Please find the lines in the following records that hold "CHORZOWSKA", and copy them.

┌──

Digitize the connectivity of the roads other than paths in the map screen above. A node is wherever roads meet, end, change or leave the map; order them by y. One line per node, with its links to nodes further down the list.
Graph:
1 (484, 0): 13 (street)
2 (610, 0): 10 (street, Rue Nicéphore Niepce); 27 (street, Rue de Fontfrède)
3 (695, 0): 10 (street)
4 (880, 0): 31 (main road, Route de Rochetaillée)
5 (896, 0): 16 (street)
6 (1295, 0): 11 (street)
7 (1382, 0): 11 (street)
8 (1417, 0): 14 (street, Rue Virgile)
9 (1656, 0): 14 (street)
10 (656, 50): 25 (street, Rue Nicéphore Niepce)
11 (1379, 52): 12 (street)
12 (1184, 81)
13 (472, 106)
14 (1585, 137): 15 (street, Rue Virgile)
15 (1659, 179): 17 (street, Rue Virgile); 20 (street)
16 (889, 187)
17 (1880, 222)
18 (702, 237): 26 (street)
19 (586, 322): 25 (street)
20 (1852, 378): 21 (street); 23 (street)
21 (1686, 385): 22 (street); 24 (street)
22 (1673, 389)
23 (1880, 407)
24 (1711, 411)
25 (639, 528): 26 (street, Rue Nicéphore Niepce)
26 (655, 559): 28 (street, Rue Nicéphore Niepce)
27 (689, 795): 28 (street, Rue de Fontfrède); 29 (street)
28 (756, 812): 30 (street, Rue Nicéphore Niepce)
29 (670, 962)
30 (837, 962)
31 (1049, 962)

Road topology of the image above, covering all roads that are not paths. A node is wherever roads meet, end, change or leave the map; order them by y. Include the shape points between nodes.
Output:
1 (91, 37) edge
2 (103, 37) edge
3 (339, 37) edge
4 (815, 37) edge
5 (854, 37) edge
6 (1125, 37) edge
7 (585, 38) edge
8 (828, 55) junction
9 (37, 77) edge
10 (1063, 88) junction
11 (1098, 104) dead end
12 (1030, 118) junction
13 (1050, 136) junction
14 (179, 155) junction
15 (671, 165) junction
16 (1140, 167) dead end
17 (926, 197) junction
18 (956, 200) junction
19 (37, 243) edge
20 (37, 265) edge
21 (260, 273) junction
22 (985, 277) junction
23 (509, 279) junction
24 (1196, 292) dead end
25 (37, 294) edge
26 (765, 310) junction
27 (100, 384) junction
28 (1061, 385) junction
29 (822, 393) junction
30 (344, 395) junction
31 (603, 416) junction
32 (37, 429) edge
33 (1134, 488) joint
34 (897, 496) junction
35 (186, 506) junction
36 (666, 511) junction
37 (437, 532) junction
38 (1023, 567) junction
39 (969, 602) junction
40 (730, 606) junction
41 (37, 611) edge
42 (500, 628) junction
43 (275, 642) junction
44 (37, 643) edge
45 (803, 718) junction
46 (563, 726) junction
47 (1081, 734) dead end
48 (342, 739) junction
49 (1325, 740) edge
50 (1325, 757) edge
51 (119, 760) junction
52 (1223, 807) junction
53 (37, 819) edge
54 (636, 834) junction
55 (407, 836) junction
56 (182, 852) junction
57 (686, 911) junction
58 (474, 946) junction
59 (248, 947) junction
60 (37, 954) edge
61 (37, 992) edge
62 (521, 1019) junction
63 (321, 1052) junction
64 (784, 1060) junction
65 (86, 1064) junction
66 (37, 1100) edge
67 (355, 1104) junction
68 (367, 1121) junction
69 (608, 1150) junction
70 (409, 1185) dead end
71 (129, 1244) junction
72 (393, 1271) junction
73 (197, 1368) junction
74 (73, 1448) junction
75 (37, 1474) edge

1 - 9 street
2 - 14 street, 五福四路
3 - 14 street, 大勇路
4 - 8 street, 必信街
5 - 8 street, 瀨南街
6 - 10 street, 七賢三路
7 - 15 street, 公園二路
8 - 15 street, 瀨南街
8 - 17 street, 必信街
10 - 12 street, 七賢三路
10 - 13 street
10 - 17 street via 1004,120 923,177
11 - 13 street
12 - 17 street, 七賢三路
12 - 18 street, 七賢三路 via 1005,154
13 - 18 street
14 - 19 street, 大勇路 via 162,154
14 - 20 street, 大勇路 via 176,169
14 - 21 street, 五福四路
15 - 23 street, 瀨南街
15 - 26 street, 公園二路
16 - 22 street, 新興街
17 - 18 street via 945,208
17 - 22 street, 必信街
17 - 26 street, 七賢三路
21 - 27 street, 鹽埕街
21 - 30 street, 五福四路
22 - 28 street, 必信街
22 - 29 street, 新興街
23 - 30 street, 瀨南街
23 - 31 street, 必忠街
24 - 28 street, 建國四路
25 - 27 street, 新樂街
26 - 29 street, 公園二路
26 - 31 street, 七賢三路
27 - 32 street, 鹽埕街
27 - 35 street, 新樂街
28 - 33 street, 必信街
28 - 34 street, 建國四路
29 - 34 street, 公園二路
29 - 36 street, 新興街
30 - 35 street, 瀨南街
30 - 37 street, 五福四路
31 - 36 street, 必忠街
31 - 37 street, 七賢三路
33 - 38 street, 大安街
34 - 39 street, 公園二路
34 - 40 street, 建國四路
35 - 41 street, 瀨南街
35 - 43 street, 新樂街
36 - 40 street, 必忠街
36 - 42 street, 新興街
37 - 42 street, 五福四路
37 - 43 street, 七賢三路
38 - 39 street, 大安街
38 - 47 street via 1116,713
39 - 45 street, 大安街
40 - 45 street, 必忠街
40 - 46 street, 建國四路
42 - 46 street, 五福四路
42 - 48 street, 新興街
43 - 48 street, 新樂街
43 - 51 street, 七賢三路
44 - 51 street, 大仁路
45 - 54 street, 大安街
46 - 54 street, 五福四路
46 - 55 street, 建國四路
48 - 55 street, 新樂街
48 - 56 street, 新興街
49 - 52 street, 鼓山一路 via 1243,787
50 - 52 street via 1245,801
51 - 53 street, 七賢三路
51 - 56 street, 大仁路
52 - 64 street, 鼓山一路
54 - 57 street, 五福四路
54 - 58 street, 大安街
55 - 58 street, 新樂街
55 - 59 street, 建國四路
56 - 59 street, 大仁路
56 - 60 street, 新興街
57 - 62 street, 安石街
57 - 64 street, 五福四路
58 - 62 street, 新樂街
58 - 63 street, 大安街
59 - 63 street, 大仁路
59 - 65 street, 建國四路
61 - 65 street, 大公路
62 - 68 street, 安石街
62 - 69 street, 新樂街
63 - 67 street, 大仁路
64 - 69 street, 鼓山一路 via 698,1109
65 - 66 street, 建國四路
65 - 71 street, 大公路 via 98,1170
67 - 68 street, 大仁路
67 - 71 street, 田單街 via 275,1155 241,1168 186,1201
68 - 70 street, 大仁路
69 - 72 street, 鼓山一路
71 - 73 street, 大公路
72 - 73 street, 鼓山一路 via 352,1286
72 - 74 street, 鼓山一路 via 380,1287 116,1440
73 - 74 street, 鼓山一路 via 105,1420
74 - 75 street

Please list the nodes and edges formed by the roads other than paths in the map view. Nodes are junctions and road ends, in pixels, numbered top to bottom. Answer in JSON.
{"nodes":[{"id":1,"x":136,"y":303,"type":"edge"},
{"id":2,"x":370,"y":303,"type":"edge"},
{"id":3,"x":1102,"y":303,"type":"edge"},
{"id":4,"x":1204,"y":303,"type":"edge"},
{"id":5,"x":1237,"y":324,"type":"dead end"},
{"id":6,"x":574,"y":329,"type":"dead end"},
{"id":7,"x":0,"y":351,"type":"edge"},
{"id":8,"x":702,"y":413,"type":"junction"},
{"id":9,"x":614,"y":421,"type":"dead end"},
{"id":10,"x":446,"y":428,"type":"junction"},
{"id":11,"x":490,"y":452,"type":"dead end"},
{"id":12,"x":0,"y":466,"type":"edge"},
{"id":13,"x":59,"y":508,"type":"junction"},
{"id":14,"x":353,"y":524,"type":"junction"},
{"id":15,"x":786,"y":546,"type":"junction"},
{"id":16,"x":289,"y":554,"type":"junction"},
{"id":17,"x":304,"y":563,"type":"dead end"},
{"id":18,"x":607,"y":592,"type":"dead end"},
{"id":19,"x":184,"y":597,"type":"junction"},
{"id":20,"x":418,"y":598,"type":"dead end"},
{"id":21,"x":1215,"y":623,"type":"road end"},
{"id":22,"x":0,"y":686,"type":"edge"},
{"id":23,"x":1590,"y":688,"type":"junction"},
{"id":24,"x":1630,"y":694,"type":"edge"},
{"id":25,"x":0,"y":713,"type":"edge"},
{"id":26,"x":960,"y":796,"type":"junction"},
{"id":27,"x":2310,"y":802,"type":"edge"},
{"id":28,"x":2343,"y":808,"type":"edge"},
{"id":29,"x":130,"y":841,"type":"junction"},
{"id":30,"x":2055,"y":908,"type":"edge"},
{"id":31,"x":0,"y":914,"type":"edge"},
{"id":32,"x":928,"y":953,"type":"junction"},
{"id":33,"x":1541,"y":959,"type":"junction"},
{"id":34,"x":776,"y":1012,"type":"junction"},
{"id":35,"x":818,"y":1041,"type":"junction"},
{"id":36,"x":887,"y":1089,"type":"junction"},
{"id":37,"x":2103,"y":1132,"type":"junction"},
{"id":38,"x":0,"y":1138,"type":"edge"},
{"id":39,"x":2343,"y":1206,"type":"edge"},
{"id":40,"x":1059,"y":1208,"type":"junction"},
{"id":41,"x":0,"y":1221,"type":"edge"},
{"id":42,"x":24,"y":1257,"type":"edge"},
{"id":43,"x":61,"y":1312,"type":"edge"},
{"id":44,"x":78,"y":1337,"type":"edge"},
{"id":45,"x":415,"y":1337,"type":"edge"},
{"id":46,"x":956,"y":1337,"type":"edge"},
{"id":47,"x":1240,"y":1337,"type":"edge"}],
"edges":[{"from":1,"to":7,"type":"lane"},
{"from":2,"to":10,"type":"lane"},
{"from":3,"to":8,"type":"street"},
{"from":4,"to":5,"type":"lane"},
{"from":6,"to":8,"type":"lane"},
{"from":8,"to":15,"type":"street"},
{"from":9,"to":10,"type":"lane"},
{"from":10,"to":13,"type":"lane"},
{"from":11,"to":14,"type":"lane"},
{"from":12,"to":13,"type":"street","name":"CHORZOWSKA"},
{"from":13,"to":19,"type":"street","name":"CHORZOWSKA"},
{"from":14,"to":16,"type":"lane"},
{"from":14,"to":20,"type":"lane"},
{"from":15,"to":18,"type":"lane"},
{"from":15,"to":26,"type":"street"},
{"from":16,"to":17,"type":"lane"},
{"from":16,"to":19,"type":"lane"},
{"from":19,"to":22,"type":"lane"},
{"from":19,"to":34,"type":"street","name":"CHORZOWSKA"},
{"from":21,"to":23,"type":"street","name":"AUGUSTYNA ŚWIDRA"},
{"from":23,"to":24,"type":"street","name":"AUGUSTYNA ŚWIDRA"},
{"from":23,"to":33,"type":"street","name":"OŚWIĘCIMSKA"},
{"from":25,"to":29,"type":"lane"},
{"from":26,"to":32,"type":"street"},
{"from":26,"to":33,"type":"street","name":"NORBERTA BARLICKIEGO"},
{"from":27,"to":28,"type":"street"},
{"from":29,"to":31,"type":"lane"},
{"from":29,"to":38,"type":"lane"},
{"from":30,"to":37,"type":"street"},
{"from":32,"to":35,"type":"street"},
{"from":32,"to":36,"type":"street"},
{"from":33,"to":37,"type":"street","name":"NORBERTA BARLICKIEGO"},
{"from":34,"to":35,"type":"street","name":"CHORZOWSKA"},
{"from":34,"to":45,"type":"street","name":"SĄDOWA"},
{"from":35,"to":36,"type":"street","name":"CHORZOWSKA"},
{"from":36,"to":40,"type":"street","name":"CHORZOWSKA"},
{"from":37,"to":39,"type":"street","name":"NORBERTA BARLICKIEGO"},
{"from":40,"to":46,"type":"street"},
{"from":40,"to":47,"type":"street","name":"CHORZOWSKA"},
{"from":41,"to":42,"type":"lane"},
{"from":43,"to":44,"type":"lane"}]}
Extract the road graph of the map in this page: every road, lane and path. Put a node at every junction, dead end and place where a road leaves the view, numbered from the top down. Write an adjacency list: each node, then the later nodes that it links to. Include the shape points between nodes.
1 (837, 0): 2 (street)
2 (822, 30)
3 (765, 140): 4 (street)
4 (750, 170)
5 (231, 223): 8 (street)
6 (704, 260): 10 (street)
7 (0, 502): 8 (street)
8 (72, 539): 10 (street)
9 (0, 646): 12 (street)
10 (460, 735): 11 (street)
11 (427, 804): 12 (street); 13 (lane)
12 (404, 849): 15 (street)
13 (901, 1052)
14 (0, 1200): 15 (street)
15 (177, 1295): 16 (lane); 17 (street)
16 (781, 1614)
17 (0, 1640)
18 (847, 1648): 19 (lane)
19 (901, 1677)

└──

- _Output for this task_
{"from":12,"to":13,"type":"street","name":"CHORZOWSKA"},
{"from":13,"to":19,"type":"street","name":"CHORZOWSKA"},
{"from":19,"to":34,"type":"street","name":"CHORZOWSKA"},
{"from":34,"to":35,"type":"street","name":"CHORZOWSKA"},
{"from":35,"to":36,"type":"street","name":"CHORZOWSKA"},
{"from":36,"to":40,"type":"street","name":"CHORZOWSKA"},
{"from":40,"to":47,"type":"street","name":"CHORZOWSKA"},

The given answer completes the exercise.